Tuesday, June 15, 2021

Defeatist Thinking from ``Social Media''

Defeatist thinking is a very easy trap to fall into, especially in this age of hyperconnectedness. It's not even about the selective projection of only the good things that one has going in one's life, but the sheer numbers of them that is the main cause of defeatist thinking.

I have, on many different occasions, taken breaks from the so-called social media, not because I have shitty friends (that's uhhh... a different story for a different day), but because all that deluge off ``good vibes'' (or ``how fucked are we from a scale of 1 to ${insert-villain-of-the-week}'') keeps appearing and appearing and appearing like some broken record that either makes me feel like I have failed completely (because I'm not doing as well in comparison with my ``peers''), or that there is no point in trying to put one's best foot forward because the world is going to all the different hells simultaneously anyway.

It's easy to blame it on the nefarious ``algorithms'' without further qualification, but I will do an iota better than that by explaining how the ``algorithms'' are to be blamed.

Remember my rant on agenda? The summary of that post is, corporate entities make the choices they do because they are ``good for business''. Social media, for all their original lofty goals of ``connecting people'' and ``expanding people's connectivity with others'', have devolved into yet another way of mass marketing/advertising, with the key difference of people voluntarily offering themselves to be advertised to.

Businesses thrive on maintaining some kind of relationship that is more than transactional. There are many business books that begin with talking about how having a so-called die-hard hard-core ``whale'' customer group is important in ensuring that the business can thrive. In many ways, this concept is sound---a business that chooses a sufficiently general niched area to operate in can net nearly 100% of the market by serving the needs of their customers as compared to one who tries to over-expand into multiple not necessarily related markets.

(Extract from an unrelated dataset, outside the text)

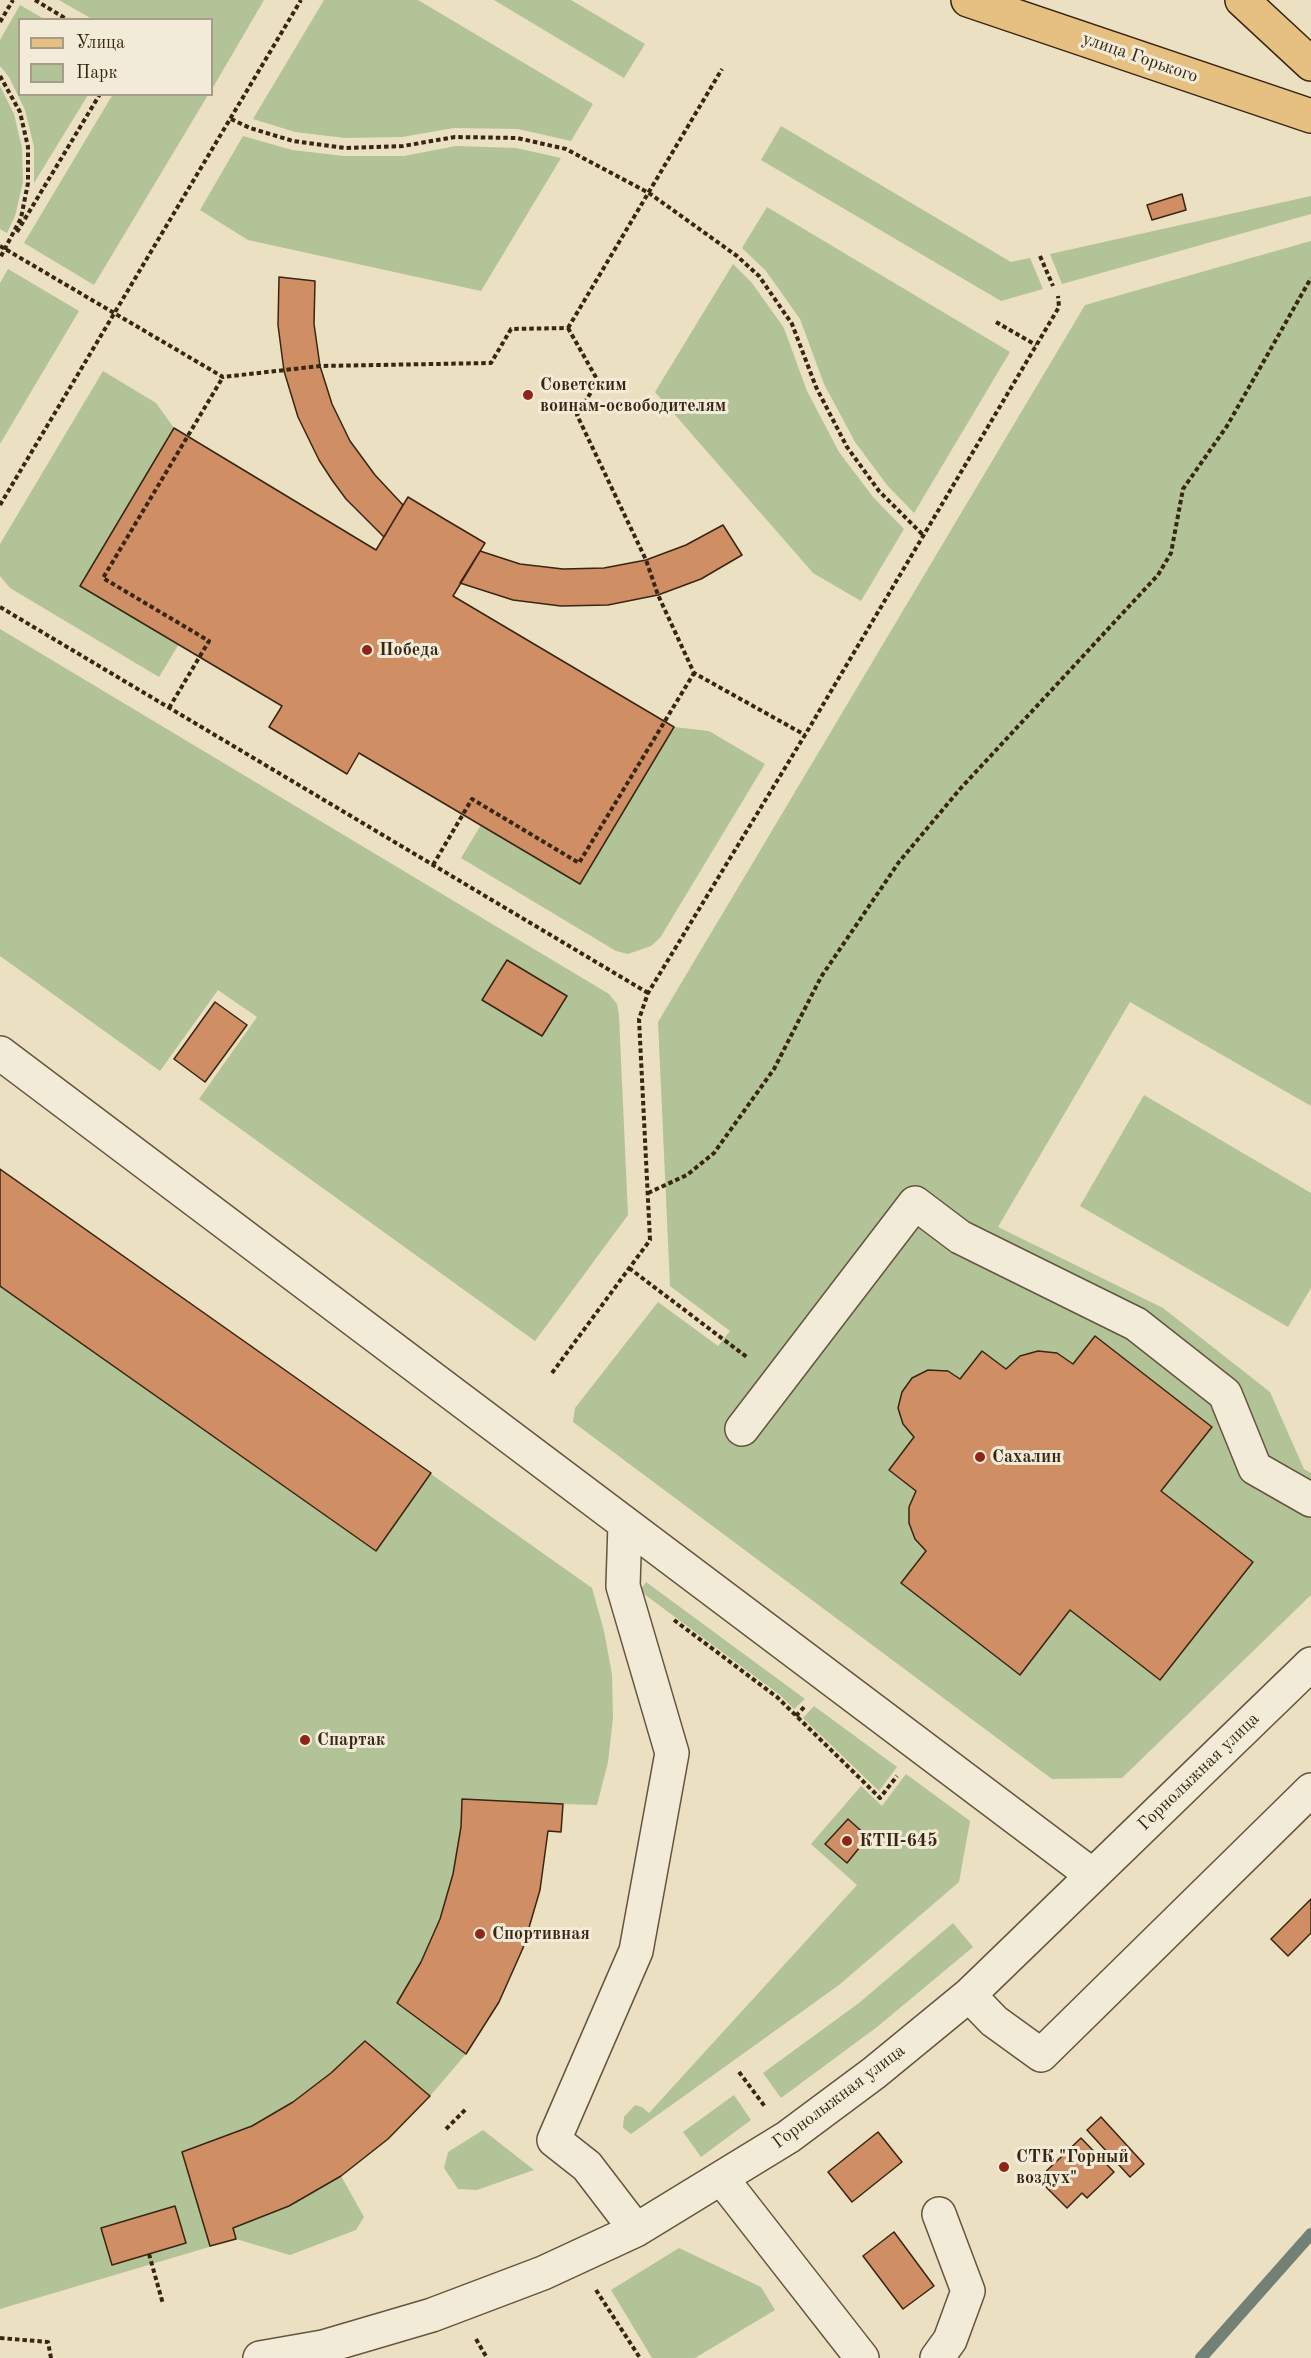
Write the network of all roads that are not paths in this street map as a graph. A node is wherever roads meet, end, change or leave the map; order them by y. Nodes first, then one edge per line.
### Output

The pre-Internet days of businesses relied largely on informal networks that are maintained by influential people in an unaccountable (as in, not recorded formally anywhere) manner. Thus, all that business networking was actually important, as was interacting with middlemen whose sole purpose was to act as the matchmakers between service/product providers and consumers.

Nowadays the idea of a business networking session is considered quaint, and only because its highly localised reach is deemed to be less useful as compared to the globalised nature of the matchmaking that is provided for by the social network. Part of the reason why social networks are of such a great draw come from the fact that those old-school informal networks that were originally unaccountable are now quantifiable in some manner.

And anything that is quantifiable can be worked with using data mining and machine learning processes. This shouldn't be new to anyone living in the second decade of the twenty-first century---data mining and machine learning uses lots of statistics, and statistics are the OG of making sense out of quantifiable things. This is, of course, where the nefarious and nebulous ``algorithms'' come in.

See, the problem is that algorithms are, by definition, deterministic. The input are well-defined, the inner operation are also well-defined (human readablility/understandability notwithstanding), and their output are also well-defined. All these well-definedness means that for the same input and same model, we expect the same output. The main reason why it sometimes is stochastic instead of being deterministic is only because of the relaxation of the computation technique used to ensure that a good enough answer is produced in the limited time instead of the perfect answer being produced some impractical amount of time later---such relaxation of computation methods often rely on stochastic outcomes over a deterministic one.

Now the reason for raising all that is to point out that for most purposes and contexts, these ``algorithms'' are not innovative at all, no matter the hype. This means that they can only interpolate, and never extrapolate. Now to be fair, there are ways to break out of this through the use of more stochastic techniques to explore areas of the search space that are not well-spanned by the training/observed data, but from the business perspective, these are generally not good investments from the ROI perspective.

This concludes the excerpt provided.